Ditto to Marinevietvet. The scores offered via CreditExpert.com are FAKOs called PLUS scores. But the reports are fine. I used to use CreditExpert too.
Moderator Emeritus
llecs
Posts: 32,881
Registered: ‎08-04-2007
0

Re: Deconstructing one's score

Casinoannie, EX FICO scores exist. Lenders can pull them for you. But EX stopped the consumer access to these so as to promote their own. When EX pulled out of myFICO, their advertising for freecreditreport, creditchecktotal, consumerinfo, triple advantage and others skyrocketed. They figured that if consumers cant get their EX FICO, then they'll rely on these other sites. Because they carry a fee, their consume business went up.
Valued Contributor
casinoannie97
Posts: 1,989
Registered: ‎08-17-2007
0

Re: Deconstructing one's score

[ Edited ]

OK  So when Verizon did the hard pull on EX

what score did they get?

 

I do pull my FICO for my other two scores.

Moderator Emeritus
llecs
Posts: 32,881
Registered: ‎08-04-2007
0

Re: Deconstructing one's score

[ Edited ]

casinoannie97 wrote:

OK  So when Verizon did the hard pull on EX

what score did they get?

 

I do pull my FICO for my other two scores.
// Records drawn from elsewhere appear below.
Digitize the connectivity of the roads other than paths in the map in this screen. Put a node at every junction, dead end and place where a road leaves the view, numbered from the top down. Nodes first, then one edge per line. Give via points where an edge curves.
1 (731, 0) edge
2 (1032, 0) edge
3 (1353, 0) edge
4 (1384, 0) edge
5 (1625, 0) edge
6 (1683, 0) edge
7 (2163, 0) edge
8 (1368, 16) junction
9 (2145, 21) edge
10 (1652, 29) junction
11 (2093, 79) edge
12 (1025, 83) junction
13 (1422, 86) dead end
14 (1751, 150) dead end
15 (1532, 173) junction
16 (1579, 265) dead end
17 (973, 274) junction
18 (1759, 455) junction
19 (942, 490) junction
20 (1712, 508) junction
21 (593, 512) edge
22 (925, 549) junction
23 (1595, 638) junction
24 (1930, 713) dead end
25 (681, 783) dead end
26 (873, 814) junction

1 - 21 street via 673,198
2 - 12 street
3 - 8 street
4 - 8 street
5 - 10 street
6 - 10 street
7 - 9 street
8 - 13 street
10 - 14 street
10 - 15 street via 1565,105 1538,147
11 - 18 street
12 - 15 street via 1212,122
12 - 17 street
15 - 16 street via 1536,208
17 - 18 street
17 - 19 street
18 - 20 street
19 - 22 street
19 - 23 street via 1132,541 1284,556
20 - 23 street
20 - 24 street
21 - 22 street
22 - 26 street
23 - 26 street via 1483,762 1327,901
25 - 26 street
Hard telling. Likely they have their own internal scoring system, just as others do like Amex. Maybe their only focus is CO history for cell phones or other telecoms. Every lender is different. I had DW app for a BofA CC, who pulls EX, and had her ask BofA about their scoring decisions. They said they didn't use a score but that they look specifically at the baddies, type of baddies, and length of baddies, etc. That made sense because (grant it...3 yrs ago) some were getting approved with a BofA with lower scores than I had.

 

 

ETA...the only lenders I can think of, that typically pull EX, that use a specific score as a part of their decision process is Prosper and the ScoreX PLUS score, a majority of mortgage lenders for all 3 FICOs, but specifically a Classic FICO, and PSECU for a Classic EX FICO. I know there are others. I just don't know them.